You dun goofed Nancy...
Nancy Pelosi gambled and lost on the impeachment delay

Speaker Nancy Pelosi's announcement Tuesday that the full House would vote on sending the articles of impeachment against Donald Trump to the Senate this week -- a move that will formally trigger the start of the trial against the President in the upper chamber -- amounts to a stark concession that her plan to delay that action for nearly a month failed.

When the House passed the two articles of impeachment against Trump -- one for abuse of power, the other for obstruction of Congress -- in mid-December, Pelosi pointedly refused to transmit the articles to the Senate. In explaining that move, she said this at the time: "The next thing for us will be when we see the process that is set forth in the Senate, then we'll know the number of managers that we may have to go forward and who we will choose."

Pelosi's goal was simple: To try to force Senate Majority Leader Mitch McConnell's hand. Pelosi wanted to use her possession of the articles of impeachment to yield promises and/or compromises from McConnell -- most notably on the issue of witnesses being allowed to be called in the Senate trial.
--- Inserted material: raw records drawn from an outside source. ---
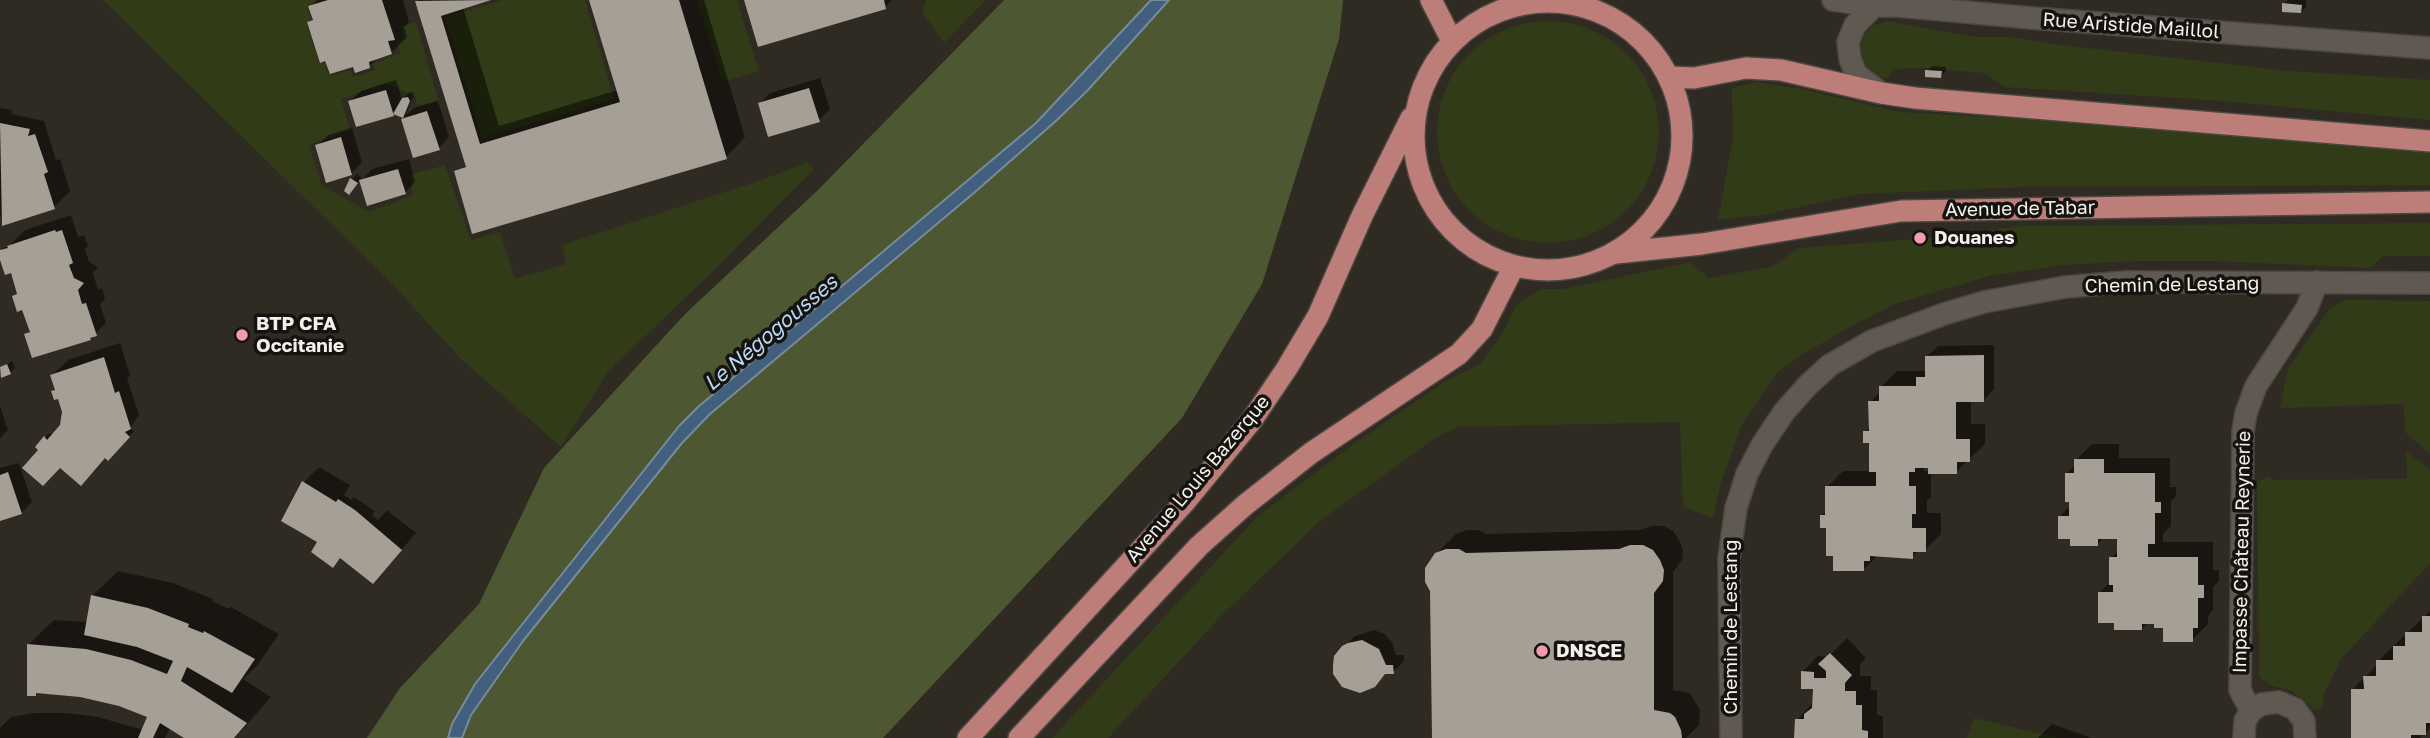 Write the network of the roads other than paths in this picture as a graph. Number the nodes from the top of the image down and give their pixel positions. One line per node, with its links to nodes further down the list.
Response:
1 (1431, 0): 6 (main road)
2 (1606, 0): 5 (main road)
3 (1833, 0): 4 (street, Rue Aristide Maillol)
4 (1874, 6): 7 (street, Rue Aristide Maillol); 9 (street)
5 (1642, 40): 6 (main road); 8 (main road)
6 (1452, 41): 10 (main road)
7 (2430, 48)
8 (1670, 77): 9 (main road); 13 (main road)
9 (1881, 93): 11 (main road)
10 (1415, 110): 14 (main road); 18 (main road, Avenue Louis Bazerque)
11 (2430, 141)
12 (2430, 202): 13 (main road, Avenue de Tabar)
13 (1614, 253): 14 (main road)
14 (1514, 266): 19 (main road)
15 (2317, 282): 16 (street, Chemin de Lestang); 17 (street, Impasse Château Reynerie); 20 (street, Chemin de Lestang)
16 (2430, 283)
17 (2251, 711): 21 (street); 22 (street)
18 (968, 738)
19 (1019, 738)
20 (1731, 738)
21 (2244, 738)
22 (2305, 738) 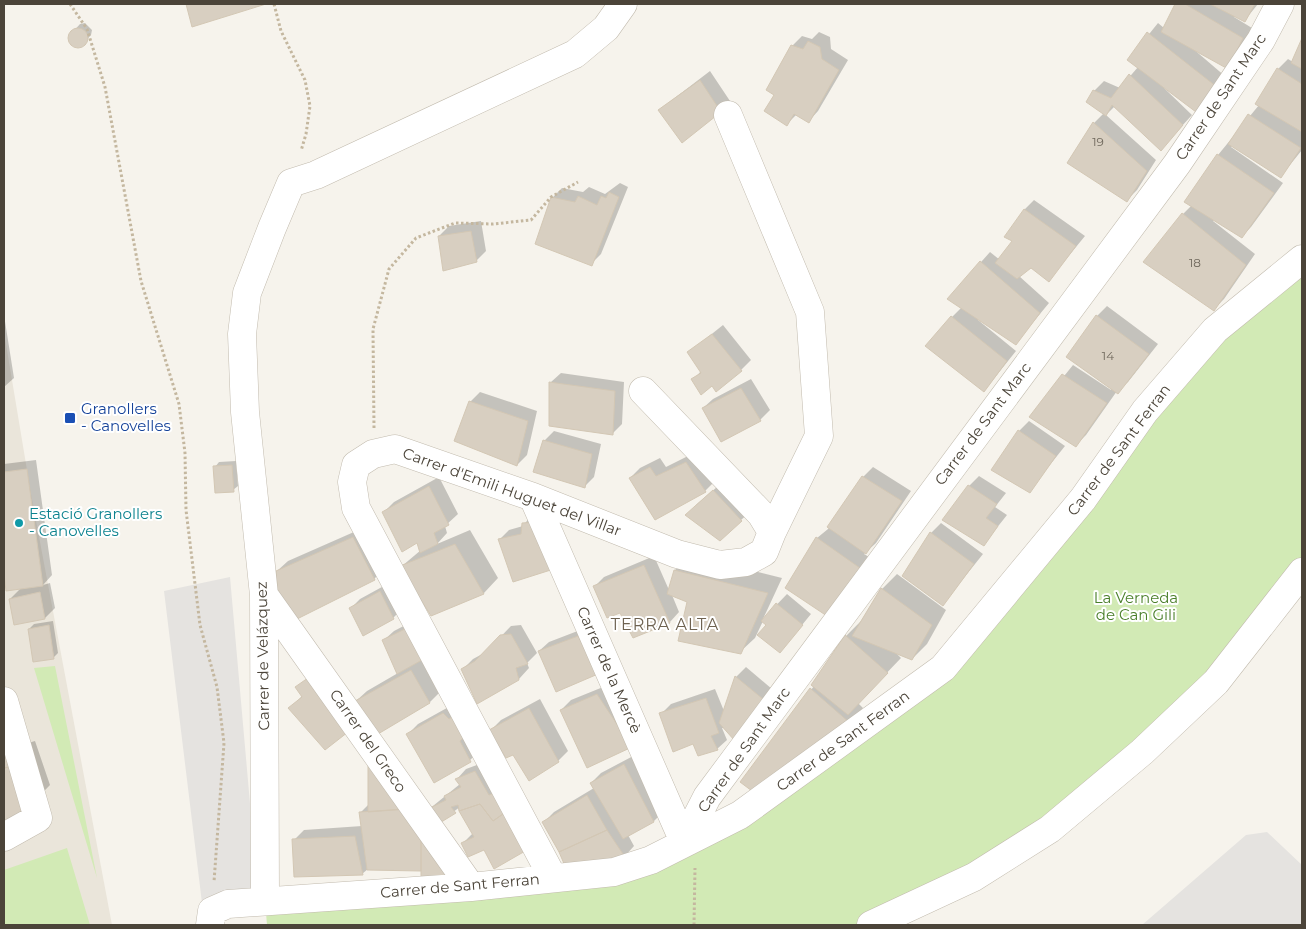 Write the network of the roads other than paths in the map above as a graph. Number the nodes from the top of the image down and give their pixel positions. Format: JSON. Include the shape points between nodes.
{"nodes":[{"id":1,"x":623,"y":4,"type":"edge"},
{"id":2,"x":1280,"y":4,"type":"edge"},
{"id":3,"x":728,"y":115,"type":"dead end"},
{"id":4,"x":1302,"y":260,"type":"edge"},
{"id":5,"x":643,"y":391,"type":"dead end"},
{"id":6,"x":533,"y":498,"type":"junction"},
{"id":7,"x":772,"y":532,"type":"junction"},
{"id":8,"x":1302,"y":572,"type":"edge"},
{"id":9,"x":264,"y":594,"type":"junction"},
{"id":10,"x":4,"y":701,"type":"edge"},
{"id":11,"x":4,"y":837,"type":"edge"},
{"id":12,"x":690,"y":839,"type":"junction"},
{"id":13,"x":553,"y":878,"type":"junction"},
{"id":14,"x":471,"y":887,"type":"junction"},
{"id":15,"x":265,"y":901,"type":"junction"},
{"id":16,"x":211,"y":918,"type":"edge"},
{"id":17,"x":871,"y":925,"type":"edge"}],
"edges":[{"from":1,"to":9,"type":"street","name":"Carrer de Velázquez","via":[[606,28],[575,54],[316,175],[292,183],[247,293],[242,334],[244,412]]},
{"from":2,"to":12,"type":"street","name":"Carrer de Sant Marc","via":[[1261,40],[1177,164],[707,796]]},
{"from":3,"to":7,"type":"street","name":"Carrer d'Emili Huguet del Villar","via":[[810,312],[819,436]]},
{"from":4,"to":12,"type":"street","name":"Carrer de Sant Ferran","via":[[1215,330],[1145,411],[1083,499],[943,668],[740,815]]},
{"from":5,"to":7,"type":"street","via":[[761,514]]},
{"from":6,"to":7,"type":"street","name":"Carrer d'Emili Huguet del Villar","via":[[677,554],[720,565],[746,562],[764,552]]},
{"from":6,"to":12,"type":"street","name":"Carrer de la Mercè"},
{"from":6,"to":13,"type":"street","name":"Carrer d'Emili Huguet del Villar","via":[[395,449],[373,454],[356,465],[352,482],[356,508]]},
{"from":8,"to":17,"type":"street","via":[[1216,682],[1142,752],[1050,829],[974,878]]},
{"from":9,"to":14,"type":"street","name":"Carrer del Greco"},
{"from":9,"to":15,"type":"street","name":"Carrer de Velázquez"},
{"from":10,"to":11,"type":"street","via":[[38,818]]},
{"from":12,"to":13,"type":"street","name":"Carrer de Sant Ferran","via":[[651,860],[614,872]]},
{"from":13,"to":14,"type":"street","name":"Carrer de Sant Ferran"},
{"from":14,"to":15,"type":"street","name":"Carrer de Sant Ferran"},
{"from":15,"to":16,"type":"street","name":"Carrer de Sant Ferran","via":[[228,904]]}]}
Except that McConnell wasn't playing ball.

"There will be no haggling with the House over Senate procedure," McConnell said earlier this month. "We will not cede our authority to try this impeachment. The House Democrats' turn is over. The Senate has made its decision." And McConnell backed up that no-negotiation position with a show of force: Announcing that he had secured the support of a majority of the Senate to begin the impeachment trial without any decision on witnesses.

Which left Pelosi hung out to dry. The leverage she imagined she possessed to get McConnell to accede to her wishes didn't exist. McConnell was perfectly happy waiting while Pelosi held on to the articles of impeachment, probably believing rightly that these sorts of delaying tactics would look like just more Washington funny business to the average person. And he knew that whenever she decided to send the articles over, he had a majority waiting to open the trial without any promises made on witnesses.
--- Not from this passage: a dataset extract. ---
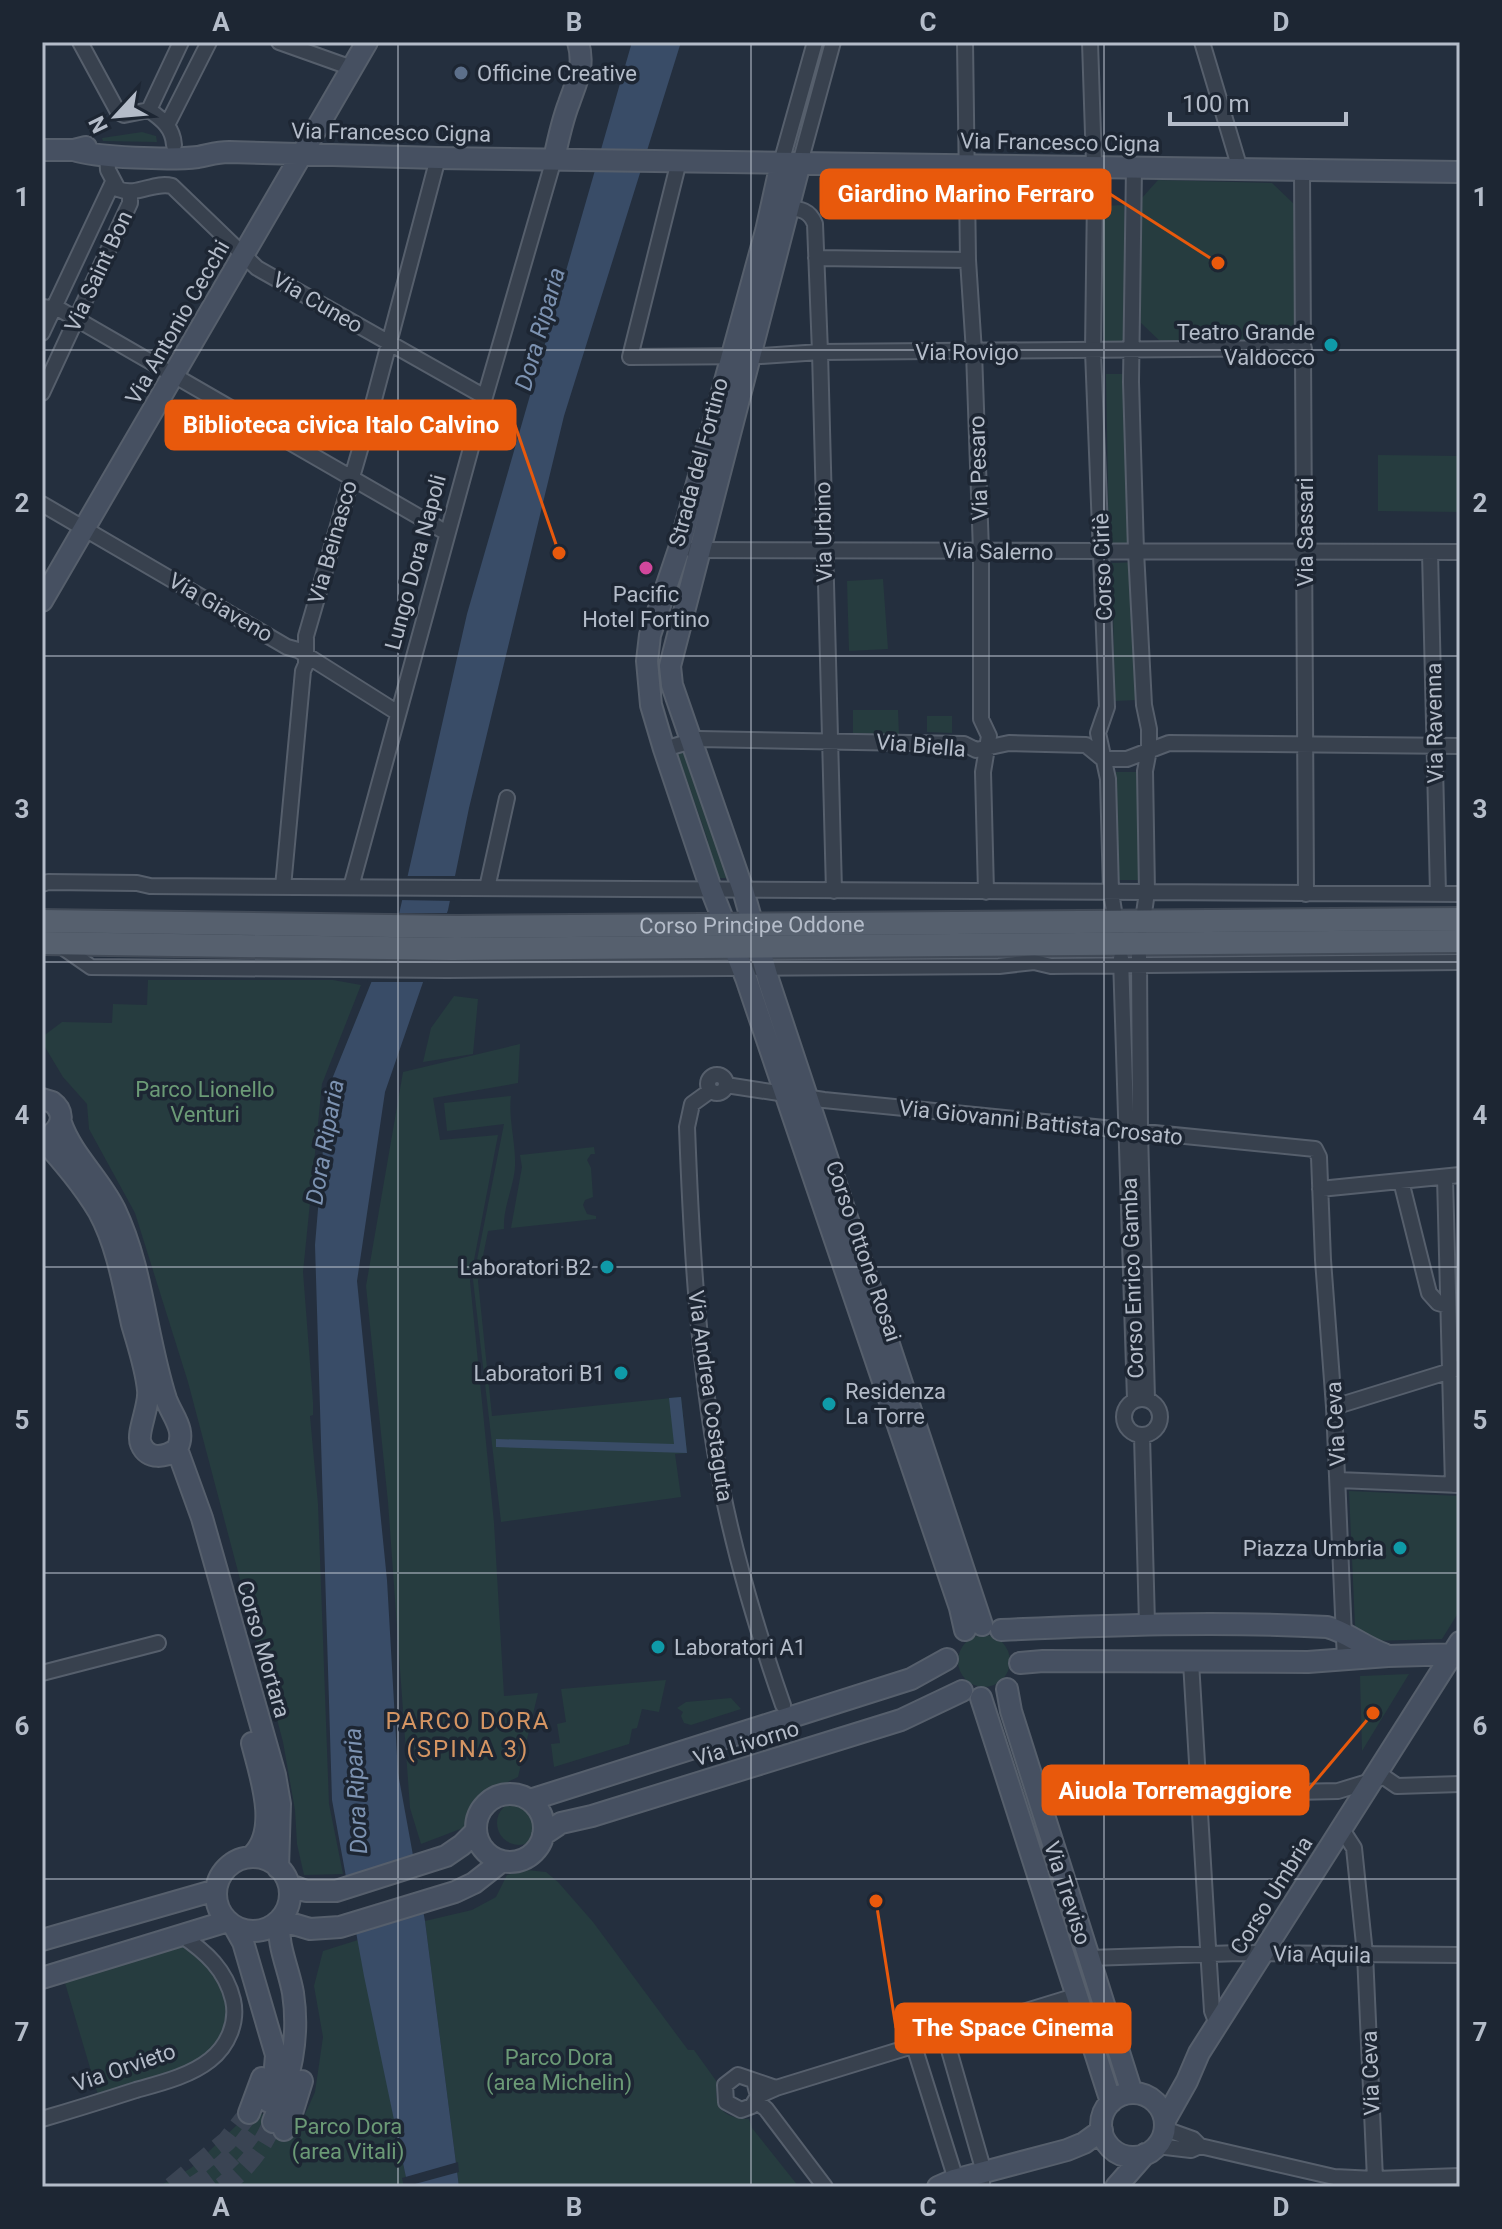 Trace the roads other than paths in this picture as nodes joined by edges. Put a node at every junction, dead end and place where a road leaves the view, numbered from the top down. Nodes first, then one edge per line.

In an interview with ABC's George Stephanopoulos over the weekend, Pelosi sought to spin her way to victory in the face of her concession. Said Pelosi:

"I have always said I would send them over. So there shouldn't be any mystery to that. What we did want, though, and we think we accomplished in the past few weeks, is that we wanted the public to see the need for witnesses, witnesses with firsthand knowledge of what happened, documentation which the President has prevented from coming to the Congress as we review this."
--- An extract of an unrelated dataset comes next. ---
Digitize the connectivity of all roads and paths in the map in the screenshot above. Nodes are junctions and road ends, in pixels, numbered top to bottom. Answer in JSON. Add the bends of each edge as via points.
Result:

And, at least at the moment, there does appears to be some momentum for allowing witnesses to be called, with four Republican senators expressing their interest in that idea. But it feels like a stretch to credit how those Republican senators are viewing impeachment with Pelosi's decision to hold up the articles for the past month. A major stretch.

What Pelosi seemed to, uh, underestimate is the extent to which the Senate, by its very nature, resists being told what to do in any way, shape or form. While it is easy to lay all of that on McConnell, the truth of the matter is that the Senate has never liked being told what to do by the House. And the House has never liked being told what to do by the Senate. Each body views itself as an independent fiefdom, governed by its own rules and codes of conduct. The idea of one chamber telling the other what to do is simply anathema -- no matter which party is in charge of each.

That, plus McConnell's remarkable ability to keep his 53 Republican senators in line, led to Pelosi being left holding not much of a hand. The move she announced Tuesday is the equivalent of throwing her hand in, understanding that what she was holding was, in a word, dreck.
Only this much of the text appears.